A single number is wanted: how many lines of the data below include the string "they"?
##### PROVIDED RECORDS #####
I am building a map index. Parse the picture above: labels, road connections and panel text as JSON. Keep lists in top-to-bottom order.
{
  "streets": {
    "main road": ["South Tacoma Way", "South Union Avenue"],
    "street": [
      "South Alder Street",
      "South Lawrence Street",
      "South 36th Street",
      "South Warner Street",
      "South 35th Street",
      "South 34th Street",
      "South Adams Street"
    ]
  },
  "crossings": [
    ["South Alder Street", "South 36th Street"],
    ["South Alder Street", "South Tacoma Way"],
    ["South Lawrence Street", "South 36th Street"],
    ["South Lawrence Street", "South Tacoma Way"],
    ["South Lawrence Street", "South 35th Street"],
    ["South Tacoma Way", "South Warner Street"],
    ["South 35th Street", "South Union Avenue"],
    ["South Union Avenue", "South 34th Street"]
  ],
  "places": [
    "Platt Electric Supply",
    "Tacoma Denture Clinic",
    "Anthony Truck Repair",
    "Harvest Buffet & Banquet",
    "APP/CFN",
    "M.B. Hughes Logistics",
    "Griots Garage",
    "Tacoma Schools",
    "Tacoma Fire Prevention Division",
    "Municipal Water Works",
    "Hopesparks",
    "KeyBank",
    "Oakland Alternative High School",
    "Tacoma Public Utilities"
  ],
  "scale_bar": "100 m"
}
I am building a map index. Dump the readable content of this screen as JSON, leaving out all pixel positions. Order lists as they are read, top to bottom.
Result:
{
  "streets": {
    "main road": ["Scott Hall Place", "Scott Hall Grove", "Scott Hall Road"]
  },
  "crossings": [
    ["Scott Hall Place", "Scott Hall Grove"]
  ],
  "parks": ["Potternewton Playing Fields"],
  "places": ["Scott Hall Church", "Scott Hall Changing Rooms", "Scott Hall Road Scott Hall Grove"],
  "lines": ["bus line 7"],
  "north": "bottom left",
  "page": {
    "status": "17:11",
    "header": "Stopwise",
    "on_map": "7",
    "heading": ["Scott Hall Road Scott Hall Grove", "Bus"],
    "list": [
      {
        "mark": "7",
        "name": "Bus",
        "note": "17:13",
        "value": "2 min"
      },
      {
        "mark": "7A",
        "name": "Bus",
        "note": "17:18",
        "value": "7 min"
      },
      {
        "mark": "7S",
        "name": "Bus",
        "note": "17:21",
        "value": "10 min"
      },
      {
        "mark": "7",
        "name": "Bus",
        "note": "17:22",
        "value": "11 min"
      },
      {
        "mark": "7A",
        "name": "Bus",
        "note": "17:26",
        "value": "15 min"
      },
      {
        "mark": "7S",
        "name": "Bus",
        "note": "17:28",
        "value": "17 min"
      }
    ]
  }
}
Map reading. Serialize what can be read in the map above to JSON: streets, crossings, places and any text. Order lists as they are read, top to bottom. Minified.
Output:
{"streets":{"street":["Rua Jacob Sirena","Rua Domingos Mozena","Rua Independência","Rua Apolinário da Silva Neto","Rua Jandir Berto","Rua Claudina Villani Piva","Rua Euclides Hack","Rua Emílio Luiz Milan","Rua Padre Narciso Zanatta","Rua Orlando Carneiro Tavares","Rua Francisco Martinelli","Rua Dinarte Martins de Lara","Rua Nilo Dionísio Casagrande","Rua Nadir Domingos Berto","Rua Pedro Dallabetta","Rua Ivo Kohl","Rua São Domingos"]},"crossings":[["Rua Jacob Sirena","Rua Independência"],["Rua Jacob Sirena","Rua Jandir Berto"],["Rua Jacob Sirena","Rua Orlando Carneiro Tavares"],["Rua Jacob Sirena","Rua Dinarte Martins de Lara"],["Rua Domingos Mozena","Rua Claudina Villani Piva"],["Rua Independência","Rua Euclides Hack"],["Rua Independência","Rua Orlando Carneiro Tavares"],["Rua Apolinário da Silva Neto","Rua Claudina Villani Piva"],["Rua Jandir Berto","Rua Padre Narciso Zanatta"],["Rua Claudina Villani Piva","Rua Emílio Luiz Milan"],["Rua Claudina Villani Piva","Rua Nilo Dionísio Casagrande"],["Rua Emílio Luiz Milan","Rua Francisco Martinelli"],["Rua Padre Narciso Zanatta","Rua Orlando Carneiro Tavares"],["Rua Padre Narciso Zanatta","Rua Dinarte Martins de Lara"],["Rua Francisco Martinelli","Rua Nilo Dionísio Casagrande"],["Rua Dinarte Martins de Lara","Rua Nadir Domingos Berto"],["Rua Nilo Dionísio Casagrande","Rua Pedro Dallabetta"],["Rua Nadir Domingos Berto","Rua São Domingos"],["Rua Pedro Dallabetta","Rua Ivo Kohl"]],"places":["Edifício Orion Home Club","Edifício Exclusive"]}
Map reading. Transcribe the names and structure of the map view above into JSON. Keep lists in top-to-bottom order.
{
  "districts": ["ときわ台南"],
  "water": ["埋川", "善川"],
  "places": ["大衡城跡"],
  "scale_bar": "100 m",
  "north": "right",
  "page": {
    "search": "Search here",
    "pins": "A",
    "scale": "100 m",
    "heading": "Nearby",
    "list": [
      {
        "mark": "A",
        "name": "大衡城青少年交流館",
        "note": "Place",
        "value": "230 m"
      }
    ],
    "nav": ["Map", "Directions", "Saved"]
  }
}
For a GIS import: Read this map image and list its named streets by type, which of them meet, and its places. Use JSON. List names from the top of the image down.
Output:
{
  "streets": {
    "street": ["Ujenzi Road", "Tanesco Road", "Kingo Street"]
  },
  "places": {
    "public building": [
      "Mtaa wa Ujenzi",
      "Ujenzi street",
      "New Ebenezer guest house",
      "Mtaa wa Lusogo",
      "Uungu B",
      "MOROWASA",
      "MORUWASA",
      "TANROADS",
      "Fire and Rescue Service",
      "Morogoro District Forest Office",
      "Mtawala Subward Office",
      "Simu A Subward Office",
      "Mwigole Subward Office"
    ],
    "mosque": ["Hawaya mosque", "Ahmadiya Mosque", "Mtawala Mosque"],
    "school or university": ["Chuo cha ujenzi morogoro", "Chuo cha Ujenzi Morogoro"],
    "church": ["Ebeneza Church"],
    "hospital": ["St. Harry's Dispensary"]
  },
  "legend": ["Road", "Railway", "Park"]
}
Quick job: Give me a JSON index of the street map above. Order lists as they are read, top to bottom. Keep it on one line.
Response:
#####
OUTPUT: 3